Well we are joined now from Pretoria where the sentencing will take place on Tuesday, by criminal lawyer Mannie Witz

Perhaps it would be helpful  if you outline what are the options which are available to the judge?


Mannie Witz:

Good evening to you, and evening to the viewers, and I’ll give you very simple options.

In South African Law he has been very fortunate that he has escaped, if it was a murder charge, what is called the minimum sentence which has been in since 1998.  Our legislator in view of the violent crime made a change to our law and imposed what is called a minimum sentence.  It would have been 15 years for a first offender or 20 years for a first offender, and if you could show substantial and compelling circumstances the judge could deviate from the minimum sentence which would normally entail direct imprisonment.

With culpable homicide you've got a variety of options open to you as a judge. 

The maximum that you can give, and it’s not a maximum sentence or a minimum it's 15 years direct imprisonment, so the judge can either in her discretion after weighing up all the factors decide to impose either direct imprisonment or give a period of direct imprisonment and impose a number of years for a period of 5 years. 

There are also alternative options open to the judge.  There could be a fine or a suspended sentence, or what the Defence has been asking for which is Section 276/ 1 (h) of our new Criminal Procedures Act from 1977 as amended, which means a sentence of up to three years, you can’t go more than three years, but it is non- custodial, no direct imprisonment.    It entails house arrest and it also entails various community service, minimum of 16 hours a month to the community to pay back, to show the community that you’re paying back, together with various conditions, social programmes etc.

The alternative to that is Section 276/1 (i) which is a maximum of 5 years but what it means is, you have to go into prison for a minimum of 1/6 of your sentence, which is 10 months direct imprisonment.  Thereafter it can be converted, the balance of the sentence, to corrective supervision, house arrest , various programmes and community service.

So those are the types of options, and she could also decide to impose compensation to give something back to the family of the deceased, that’s also the judges discretion.

Sky:

Okay, so an awful lot for her to think about.   I mean I know I am asking you to speculate but what do you think will happen?


Mannie Witz:

Look, I think if you take into account as we talk about…what used to be… it’s called the triad of sentence, not the Chinese Triads, but triad that is:

  • The seriousness of the offence
  • The interest of the community at large, our general population
  • And the personal circumstances, together with the fourth leg of sentence which is the element of mercy.

Anything the judge could consider, possibly, maybe 10 years imprisonment, suspend 3 years for a period of 5 years, and if the judge is not as sympathetic  she might give up to 10 years.  
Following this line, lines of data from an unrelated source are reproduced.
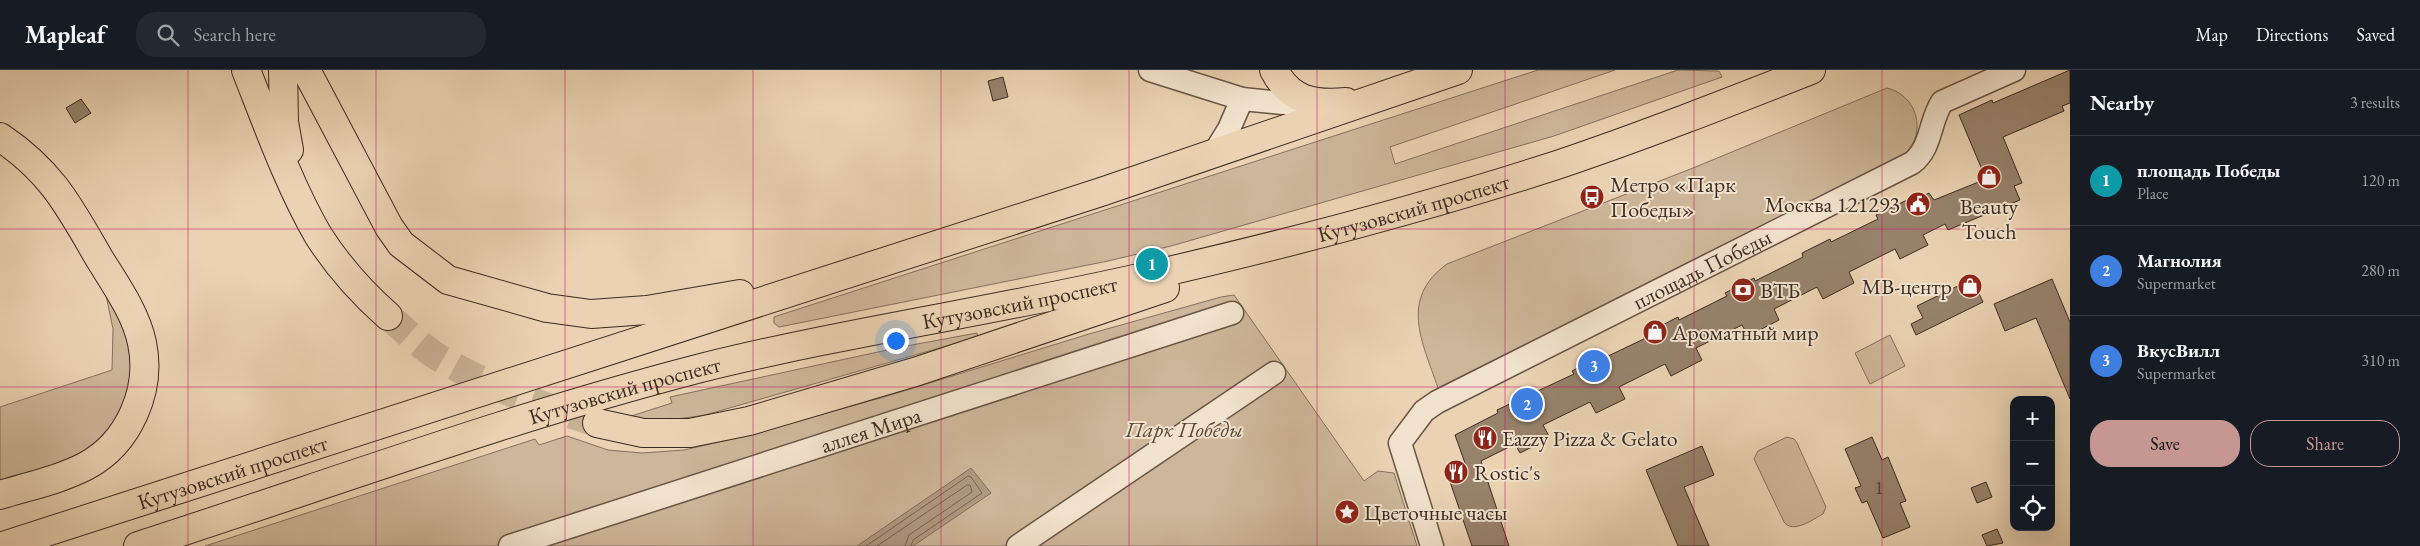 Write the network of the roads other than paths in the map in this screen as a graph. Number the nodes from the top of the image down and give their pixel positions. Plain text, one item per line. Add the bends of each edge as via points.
1 (246, 70) edge
2 (283, 70) edge
3 (306, 70) edge
4 (1150, 70) edge
5 (1274, 70) edge
6 (1458, 70) edge
7 (1811, 70) edge
8 (2014, 70) edge
9 (1242, 99) junction
10 (1370, 99) junction
11 (1320, 103) junction
12 (0, 137) edge
13 (1213, 154) junction
14 (299, 196) junction
15 (1330, 232) junction
16 (874, 265) junction
17 (1232, 313) dead end
18 (388, 316) tunnel mouth
19 (1274, 373) dead end
20 (597, 423) tunnel mouth
21 (0, 495) edge
22 (3, 546) edge
23 (138, 546) edge
24 (510, 546) edge
25 (1018, 546) edge
26 (1432, 546) edge

1 - 14 main road
2 - 14 main road via 284,122
3 - 16 main road via 345,148 401,244 448,280 547,308 591,314 647,310 753,292
4 - 9 street
5 - 11 main road via 1296,96
6 - 10 main road, Кутузовский проспект
7 - 15 main road, Кутузовский проспект via 1557,165
8 - 26 street, площадь Победы via 1942,102 1925,150 1912,163 1437,402 1415,420 1400,443
9 - 11 street via 1282,104
9 - 13 street
10 - 11 main road
10 - 13 main road, Кутузовский проспект
12 - 21 main road via 24,152 53,182 74,214 127,305 142,342 145,370 141,396 130,423 111,447 88,465 63,477
13 - 16 main road, Кутузовский проспект
14 - 18 main road via 318,234 343,269
15 - 20 main road via 918,371 748,421 690,432 643,433
15 - 23 main road, Кутузовский проспект via 1142,278 786,348 690,371 542,414
16 - 22 main road, Кутузовский проспект
17 - 24 street, аллея Мира
19 - 25 street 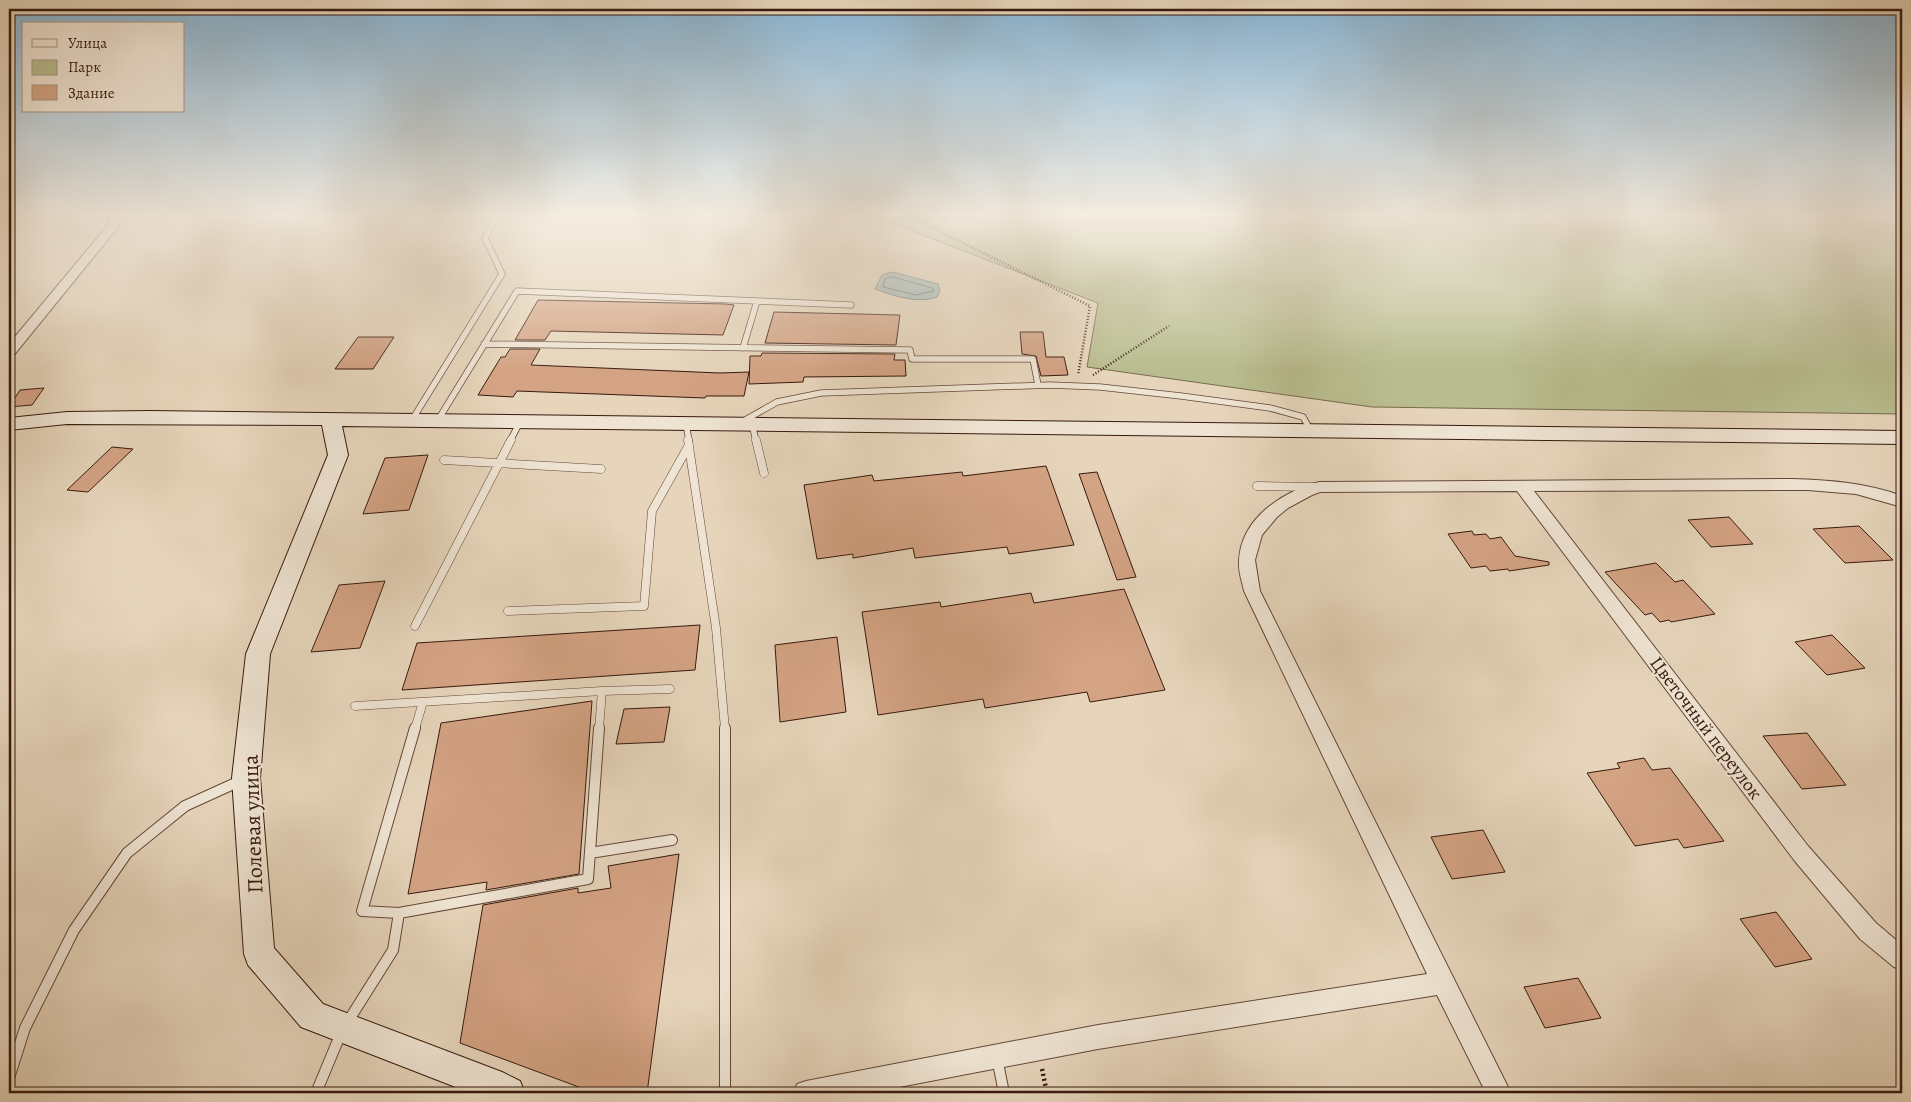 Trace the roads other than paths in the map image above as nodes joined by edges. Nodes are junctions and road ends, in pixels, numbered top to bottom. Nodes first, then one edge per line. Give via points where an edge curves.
1 (78, 268) edge
2 (499, 268) edge
3 (757, 301) junction
4 (851, 305) dead end
5 (484, 344) junction
6 (742, 348) junction
7 (9, 352) edge
8 (1038, 385) junction
9 (331, 419) junction
10 (412, 420) junction
11 (438, 420) junction
12 (520, 422) junction
13 (686, 423) junction
14 (9, 424) edge
15 (745, 424) junction
16 (1310, 431) junction
17 (1902, 438) edge
18 (689, 445) junction
19 (444, 460) dead end
20 (500, 462) junction
21 (601, 469) dead end
22 (764, 473) dead end
23 (1522, 485) junction
24 (1257, 486) dead end
25 (1318, 487) junction
26 (1902, 502) edge
27 (508, 611) dead end
28 (416, 626) dead end
29 (670, 688) dead end
30 (602, 691) junction
31 (423, 702) junction
32 (355, 706) dead end
33 (246, 778) junction
34 (672, 840) dead end
35 (590, 853) junction
36 (400, 913) junction
37 (1902, 959) edge
38 (1442, 983) junction
39 (343, 1029) junction
40 (996, 1056) junction
41 (9, 1078) edge
42 (316, 1093) edge
43 (508, 1093) edge
44 (725, 1093) edge
45 (806, 1093) edge
46 (1004, 1093) edge
47 (1499, 1093) edge

1 - 7 street
2 - 10 lane via 502,274
3 - 4 lane
3 - 5 lane via 517,291
3 - 6 lane
5 - 6 lane
5 - 11 lane
6 - 8 lane via 910,350 912,359 1033,359
8 - 15 lane via 821,393 777,402
8 - 16 lane via 1181,396 1270,408 1303,417
9 - 10 street
9 - 14 street via 67,418
9 - 33 street, Полевая улица via 338,454 258,654
10 - 11 street
11 - 12 street
12 - 13 street
12 - 20 lane
13 - 15 street
13 - 18 lane
15 - 16 street
15 - 22 lane
16 - 17 street
18 - 27 lane via 652,511 644,606
18 - 44 lane via 716,628 726,744
19 - 20 lane
20 - 21 lane
20 - 28 lane
23 - 25 street
23 - 26 street via 1824,485 1860,490
23 - 37 street, Цветочный переулок via 1801,853 1868,931
24 - 25 lane
25 - 38 street via 1286,501 1259,526 1247,559 1252,591
29 - 30 lane
30 - 31 lane
30 - 35 lane
31 - 32 lane
31 - 36 lane via 362,911
33 - 39 street, Полевая улица via 259,954 312,1016
33 - 41 lane via 185,806 127,852 74,930 25,1028
34 - 35 lane
35 - 36 lane via 588,879
36 - 39 lane via 393,950
38 - 40 street
38 - 47 street
39 - 42 lane
39 - 43 street, Полевая улица
40 - 45 street
40 - 46 lane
I would say anyway, if direct imprisonment is imposed, between 7 to 10 years.

If the judge decides to use alternative sentencing, then I could see something like Section 276/1 (h) that would be 3 years.  It wouldn't pay to give him the 10 months inside, because he is really a broken person, and I think his personal circumstances, his disability speaks for itself.

Could be any of those!

Sky:

Okay, interesting!   Mannie it's thrown in the last week hasn’t it, the prison system the conditions of prison system into sharp focus hasn’t it, for the rest of the world to see?

Mannie witz:

No, no definitely, our prison system, in fact our whole justice system is under the spotlight and under the spotlight of the world, and I think our prison system, the Corrective Services Department are really really trying, but it is the same as anywhere in the world we've got, overcrowding, we've got various internal problems within prisons so they’re trying to do their best, and if its somebody with a disability they try their best to cater for somebody with a disability.  But you know there are problems in the prison system in SA. 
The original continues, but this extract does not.